Things I wish Linux… oh. Crap.

So I got all up in arms about “the unix”. I looked at the available options, and decided “Hey, UFS2 has what I want, mostly!”, and FreeBSD has ATA hotswap. Perfect!

I downloaded FreeBSD 6.0, and tested it out. Man, I have to admit that, sure, it doesn’t have an effervescent installer, but to get up the bare bones system for a server, it’s a snap. So I got the basic install up, then went into the ports and started walking down my checklist, adding packages like a maniac. And it went pretty easy. Sure there’s some BSD-isms, like “/usr/local/etc”, but they make sense, and the installer usually gives you a heads-up.

Was there a problem? …Yes. The same problem that moved me from RedHat 9 to Fedora Core 2: Postfix and my IMAP server should always have a TLS option. Always. That’s a dealbreaker. Now, on FreeBSD it’s not that bad, because you can go into /usr/ports and start building things. No “what’s the dependancy, aw hell”… it just works. Mostly. Except the 6.0 version of Dovecot doesn’t work with the 6.0 version of GNUTLS. So, bah.
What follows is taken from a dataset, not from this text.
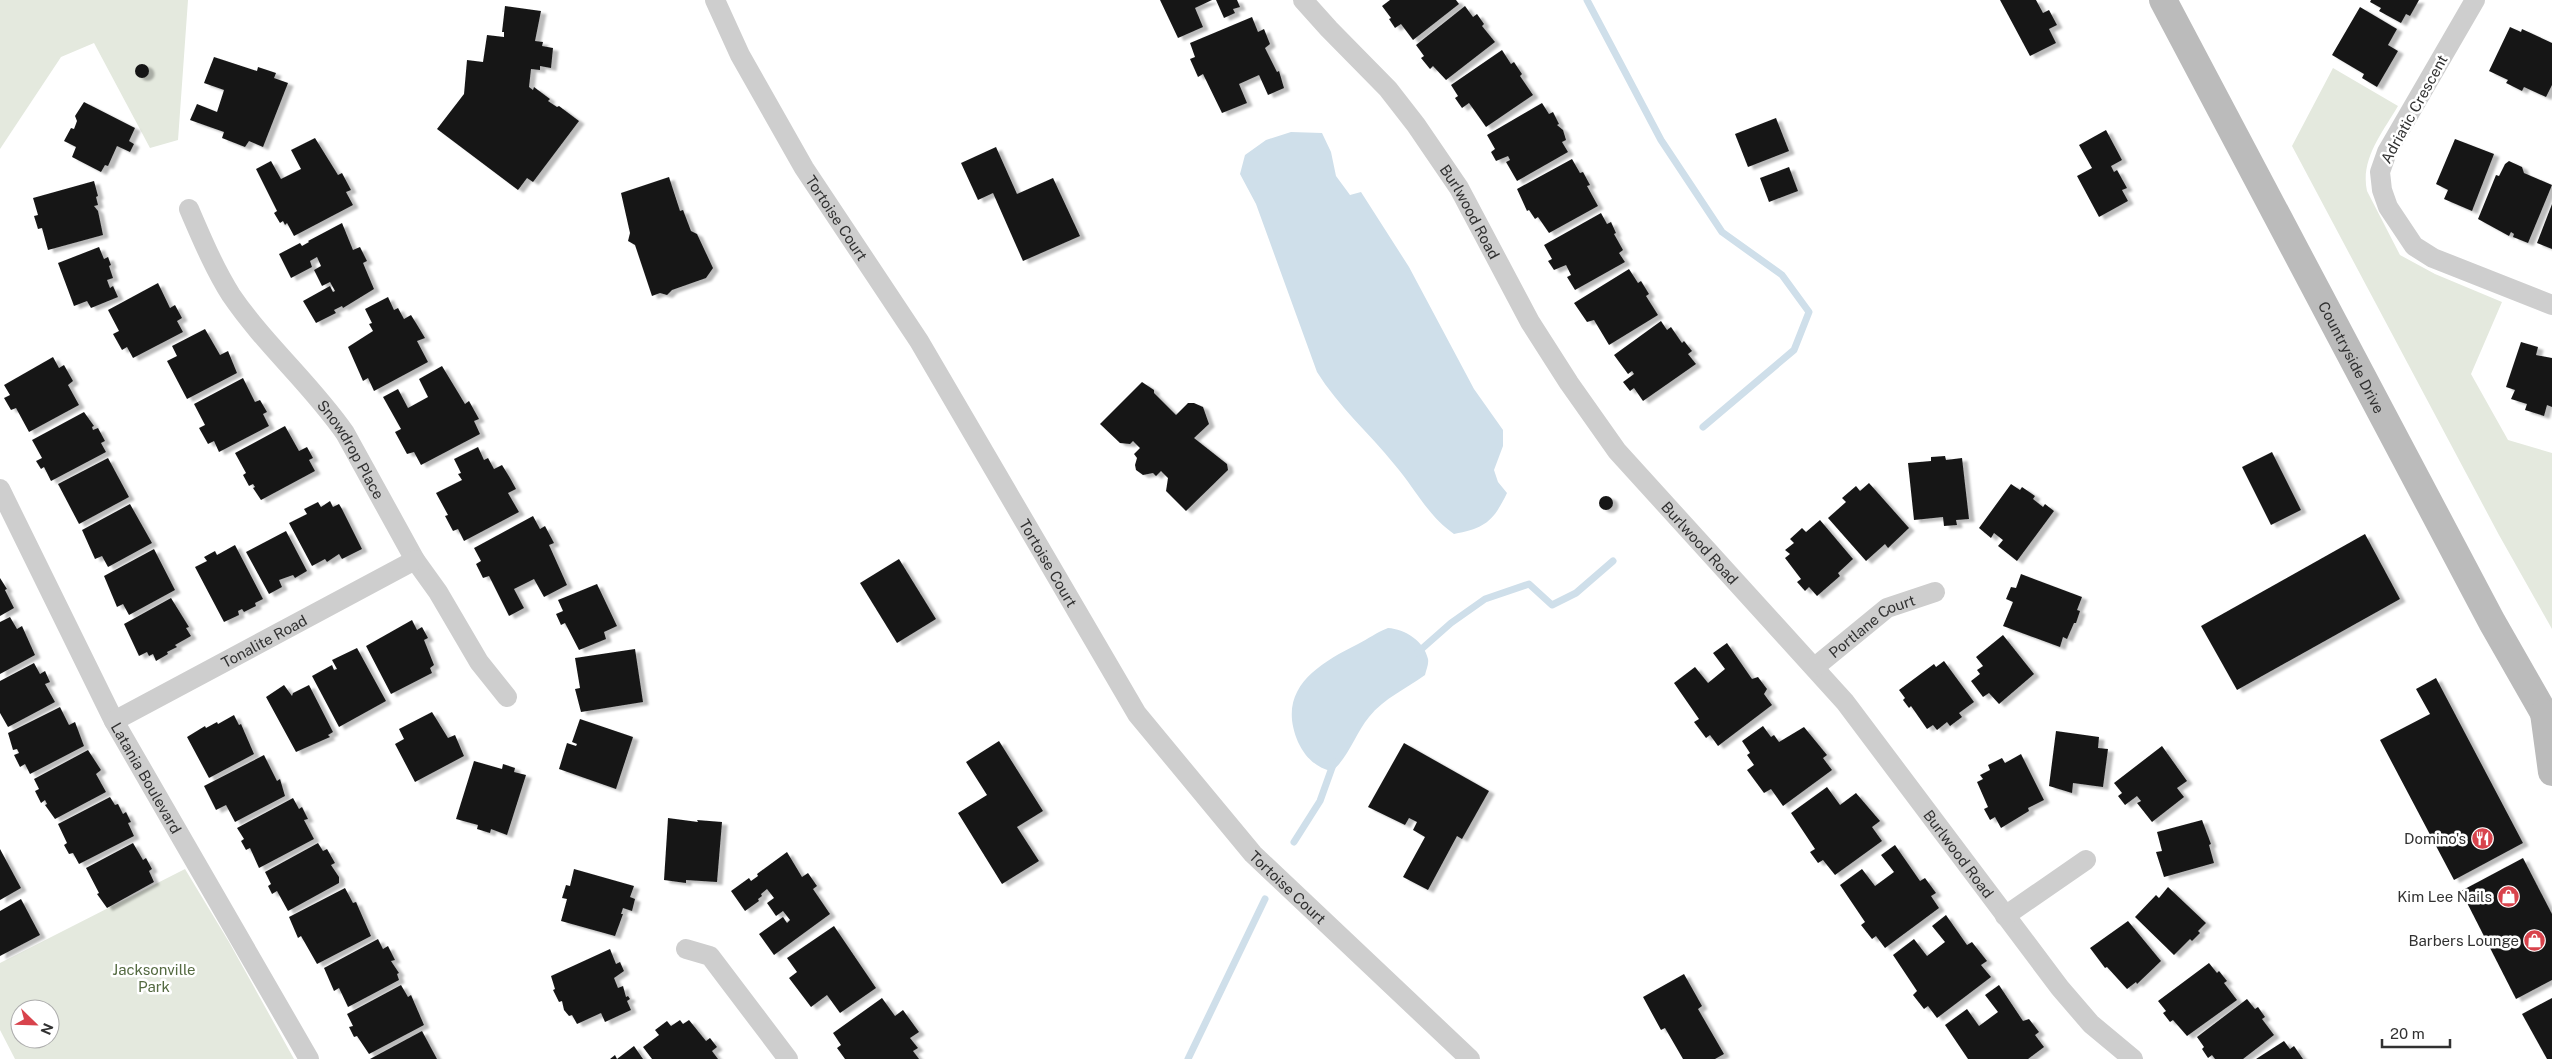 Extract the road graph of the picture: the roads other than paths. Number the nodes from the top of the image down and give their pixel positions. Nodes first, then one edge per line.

I’d have to get my fix elsewhere.

Now, my other rant was that I wanted creation date and extended attributes. Just like I had in OS/2. Because OS/2, as my friend Chris described my opinion: “sprouted fully formed from the head of Zeus”. Well… Enter JFS.

So I gave up and stuck with Linux. To get where I wanted to be, I:

  1. Broke my mirrored set
  2. Created two new md devices, a 256MB “md1″ and a 280GB “md2″, both running in degraded mode on my second drive
  3. Created a volume group on md2, and a full-span logical volume (lv0) on that volume.
  4. formatted md1 as ext2, and lv0 as JFS
  5. used star to back my root filesystem over to the new lv0
  6. set up md1 as my /boot partition
  7. installed grub
  8. pulled the old drive
  9. rebooted, then cursed god, re installed the old drive, and created a /dev directory with MAKEDEV in it
  10. rebooted again
  11. checked everything out, bagged my old drive, installed the new one.
  12. ran “sfdisk -d /dev/sdb >sfdisk /dev/sda
  13. Added the drives to the mirror sets

Of course, I did kind of have to go through a “14-through-16″ because I forgot to re-run grub on the new drive and set the bootable flags, but, hey, let’s gloss over that.

The end result? My little trip into “Captain Ahab” land has seemed to work, and I now have creation date. Of course, they all say “april 23, 2006″ but, meh. I win, sort of. And when I get two bigger drives, perhaps those 750GBs all the kids are raving about, I can just move my volume set over to a new drive, without any of this ’star’ and ‘MAKEDEV’ nonsense.

As a bonus, a little bit of OS/2 lives on. Team OS/2 for-evar!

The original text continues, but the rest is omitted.